### About this task
The answer should be a faithful retyping of the records that follow, pictures excluded.

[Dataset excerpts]
:::::

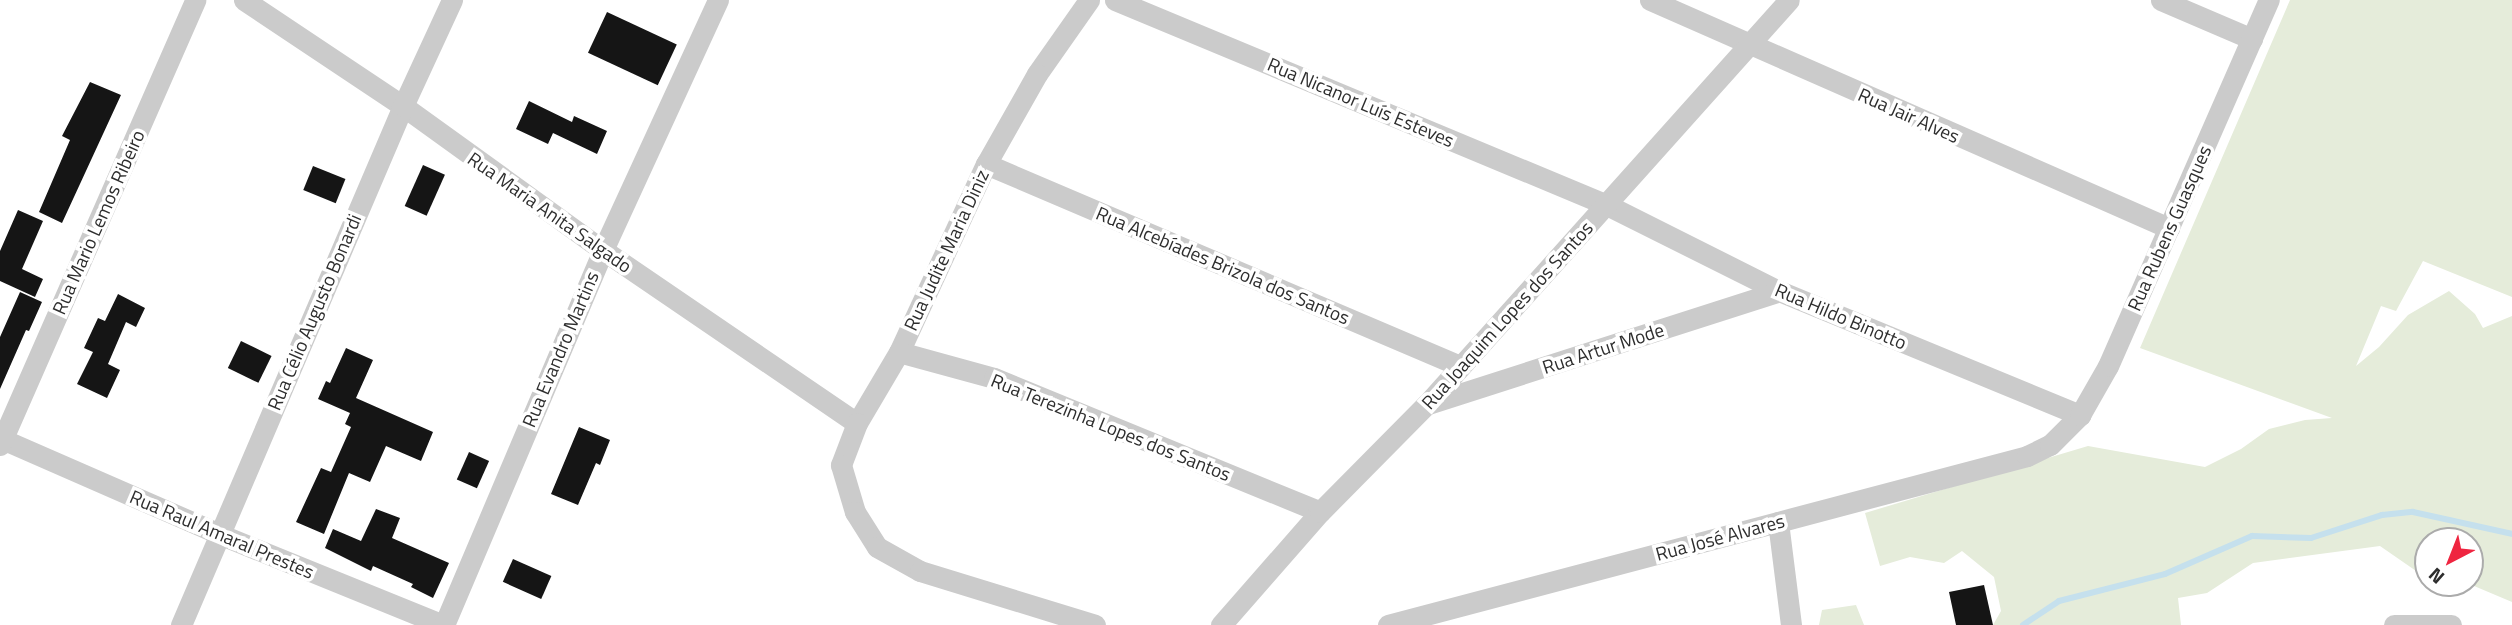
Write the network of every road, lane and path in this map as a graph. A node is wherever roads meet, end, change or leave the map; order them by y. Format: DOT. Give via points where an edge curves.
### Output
graph roads {
  1 [pos="195,0"];
  2 [pos="244,0"];
  3 [pos="452,0"];
  4 [pos="718,0"];
  5 [pos="1089,0"];
  6 [pos="1115,0"];
  7 [pos="1650,0"];
  8 [pos="1789,0"];
  9 [pos="2161,0"];
  10 [pos="2269,0"];
  11 [pos="2252,39"];
  12 [pos="1750,45"];
  13 [pos="403,106"];
  14 [pos="986,164"];
  15 [pos="1607,205"];
  16 [pos="2169,228"];
  17 [pos="603,250"];
  18 [pos="1779,291"];
  19 [pos="899,352"];
  20 [pos="1460,366"];
  21 [pos="1427,404"];
  22 [pos="2080,415"];
  23 [pos="857,423"];
  24 [pos="1,442"];
  25 [pos="2050,446"];
  26 [pos="1320,512"];
  27 [pos="1778,522"];
  28 [pos="219,534"];
  29 [pos="181,625"];
  30 [pos="443,625"];
  31 [pos="1095,625"];
  32 [pos="1221,625"];
  33 [pos="1388,625"];
  34 [pos="1791,625"];
  35 [pos="2394,625"];
  36 [pos="2451,625"];
  1 -- 24 [label="street, Rua Mario Lemos Ribeiro"];
  2 -- 13 [label="street, Rua Maria Anita Salgado"];
  3 -- 13 [label="street, Rua Célio Augusto Bonardi"];
  4 -- 17 [label="street, Rua Evandro Martins"];
  5 -- 14 [label="street, Rua Judite Maria Diniz" via="1037,74"];
  6 -- 15 [label="street, Rua Nicanor Luís Esteves"];
  7 -- 12 [label="street, Rua Jair Alves"];
  8 -- 12 [label="street, Rua Joaquim Lopes dos Santos"];
  9 -- 11 [label="street"];
  10 -- 11 [label="street, Rua Rubens Guasques"];
  11 -- 16 [label="street, Rua Rubens Guasques"];
  12 -- 15 [label="street, Rua Joaquim Lopes dos Santos"];
  12 -- 16 [label="street, Rua Jair Alves"];
  13 -- 17 [label="street, Rua Maria Anita Salgado"];
  13 -- 28 [label="street, Rua Célio Augusto Bonardi"];
  14 -- 19 [label="street, Rua Judite Maria Diniz"];
  14 -- 20 [label="street, Rua Alcebíades Brizola dos Santos"];
  15 -- 18 [label="street, Rua Hildo Binotto"];
  15 -- 20 [label="street, Rua Joaquim Lopes dos Santos"];
  16 -- 22 [label="street, Rua Rubens Guasques" via="2108,366"];
  17 -- 23 [label="street, Rua Maria Anita Salgado"];
  17 -- 30 [label="street, Rua Evandro Martins"];
  18 -- 21 [label="street, Rua Artur Mode"];
  18 -- 22 [label="street, Rua Hildo Binotto"];
  19 -- 23 [label="street, Rua Judite Maria Diniz"];
  19 -- 26 [label="street, Rua Terezinha Lopes dos Santos" via="994,378"];
  20 -- 21 [label="street, Rua Joaquim Lopes dos Santos"];
  21 -- 26 [label="street, Rua Joaquim Lopes dos Santos"];
  22 -- 25 [label="street, Rua Rubens Guasques"];
  23 -- 31 [label="street, Rua Judite Maria Diniz" via="841,465 855,512 877,547 920,571"];
  24 -- 28 [label="street, Rua Raul Amaral Prestes"];
  25 -- 27 [label="street, Rua José Alvares"];
  26 -- 32 [label="street, Rua Joaquim Lopes dos Santos"];
  27 -- 33 [label="street, Rua José Alvares"];
  27 -- 34 [label="street"];
  28 -- 29 [label="street, Rua Célio Augusto Bonardi"];
  28 -- 30 [label="street, Rua Raul Amaral Prestes"];
  35 -- 36 [label="street"];
}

:::::

### Written response
Write the network of every road, lane and path in this map as a graph. A node is wherever roads meet, end, change or leave the map; order them by y. Format: DOT. Give via points where an edge curves.
### Output
graph roads {
  1 [pos="195,0"];
  2 [pos="244,0"];
  3 [pos="452,0"];
  4 [pos="718,0"];
  5 [pos="1089,0"];
  6 [pos="1115,0"];
  7 [pos="1650,0"];
  8 [pos="1789,0"];
  9 [pos="2161,0"];
  10 [pos="2269,0"];
  11 [pos="2252,39"];
  12 [pos="1750,45"];
  13 [pos="403,106"];
  14 [pos="986,164"];
  15 [pos="1607,205"];
  16 [pos="2169,228"];
  17 [pos="603,250"];
  18 [pos="1779,291"];
  19 [pos="899,352"];
  20 [pos="1460,366"];
  21 [pos="1427,404"];
  22 [pos="2080,415"];
  23 [pos="857,423"];
  24 [pos="1,442"];
  25 [pos="2050,446"];
  26 [pos="1320,512"];
  27 [pos="1778,522"];
  28 [pos="219,534"];
  29 [pos="181,625"];
  30 [pos="443,625"];
  31 [pos="1095,625"];
  32 [pos="1221,625"];
  33 [pos="1388,625"];
  34 [pos="1791,625"];
  35 [pos="2394,625"];
  36 [pos="2451,625"];
  1 -- 24 [label="street, Rua Mario Lemos Ribeiro"];
  2 -- 13 [label="street, Rua Maria Anita Salgado"];
  3 -- 13 [label="street, Rua Célio Augusto Bonardi"];
  4 -- 17 [label="street, Rua Evandro Martins"];
  5 -- 14 [label="street, Rua Judite Maria Diniz" via="1037,74"];
  6 -- 15 [label="street, Rua Nicanor Luís Esteves"];
  7 -- 12 [label="street, Rua Jair Alves"];
  8 -- 12 [label="street, Rua Joaquim Lopes dos Santos"];
  9 -- 11 [label="street"];
  10 -- 11 [label="street, Rua Rubens Guasques"];
  11 -- 16 [label="street, Rua Rubens Guasques"];
  12 -- 15 [label="street, Rua Joaquim Lopes dos Santos"];
  12 -- 16 [label="street, Rua Jair Alves"];
  13 -- 17 [label="street, Rua Maria Anita Salgado"];
  13 -- 28 [label="street, Rua Célio Augusto Bonardi"];
  14 -- 19 [label="street, Rua Judite Maria Diniz"];
  14 -- 20 [label="street, Rua Alcebíades Brizola dos Santos"];
  15 -- 18 [label="street, Rua Hildo Binotto"];
  15 -- 20 [label="street, Rua Joaquim Lopes dos Santos"];
  16 -- 22 [label="street, Rua Rubens Guasques" via="2108,366"];
  17 -- 23 [label="street, Rua Maria Anita Salgado"];
  17 -- 30 [label="street, Rua Evandro Martins"];
  18 -- 21 [label="street, Rua Artur Mode"];
  18 -- 22 [label="street, Rua Hildo Binotto"];
  19 -- 23 [label="street, Rua Judite Maria Diniz"];
  19 -- 26 [label="street, Rua Terezinha Lopes dos Santos" via="994,378"];
  20 -- 21 [label="street, Rua Joaquim Lopes dos Santos"];
  21 -- 26 [label="street, Rua Joaquim Lopes dos Santos"];
  22 -- 25 [label="street, Rua Rubens Guasques"];
  23 -- 31 [label="street, Rua Judite Maria Diniz" via="841,465 855,512 877,547 920,571"];
  24 -- 28 [label="street, Rua Raul Amaral Prestes"];
  25 -- 27 [label="street, Rua José Alvares"];
  26 -- 32 [label="street, Rua Joaquim Lopes dos Santos"];
  27 -- 33 [label="street, Rua José Alvares"];
  27 -- 34 [label="street"];
  28 -- 29 [label="street, Rua Célio Augusto Bonardi"];
  28 -- 30 [label="street, Rua Raul Amaral Prestes"];
  35 -- 36 [label="street"];
}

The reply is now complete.